»»

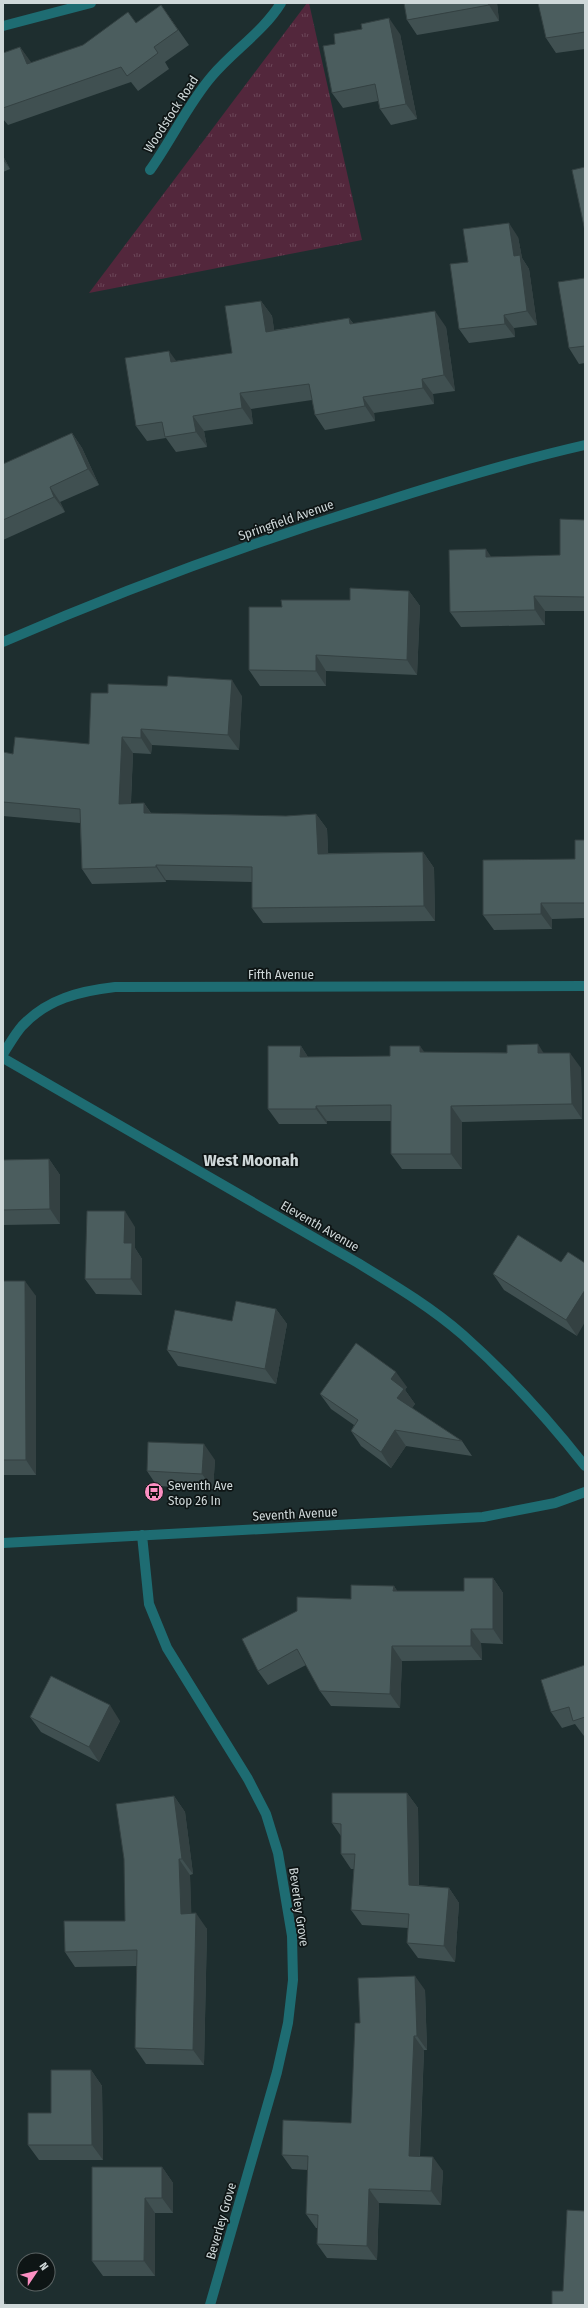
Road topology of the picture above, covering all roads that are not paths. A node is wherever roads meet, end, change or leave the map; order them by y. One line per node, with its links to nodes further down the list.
1 (91, 3): 3 (street)
2 (281, 3): 4 (street, Woodstock Road)
3 (3, 26)
4 (150, 170)
5 (585, 445): 6 (street, Springfield Avenue)
6 (3, 642)
7 (585, 986): 8 (street, Fifth Avenue)
8 (3, 1054)
9 (3, 1058): 10 (street, Eleventh Avenue)
10 (585, 1466)
11 (585, 1492): 12 (street, Seventh Avenue)
12 (142, 1535): 13 (street, Seventh Avenue); 14 (street, Beverley Grove)
13 (3, 1543)
14 (210, 2305)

««

» **Try it**: Output each line exactly as shown above; no pictures go in the copy.

» **Answer box**:
Road topology of the picture above, covering all roads that are not paths. A node is wherever roads meet, end, change or leave the map; order them by y. One line per node, with its links to nodes further down the list.
1 (91, 3): 3 (street)
2 (281, 3): 4 (street, Woodstock Road)
3 (3, 26)
4 (150, 170)
5 (585, 445): 6 (street, Springfield Avenue)
6 (3, 642)
7 (585, 986): 8 (street, Fifth Avenue)
8 (3, 1054)
9 (3, 1058): 10 (street, Eleventh Avenue)
10 (585, 1466)
11 (585, 1492): 12 (street, Seventh Avenue)
12 (142, 1535): 13 (street, Seventh Avenue); 14 (street, Beverley Grove)
13 (3, 1543)
14 (210, 2305)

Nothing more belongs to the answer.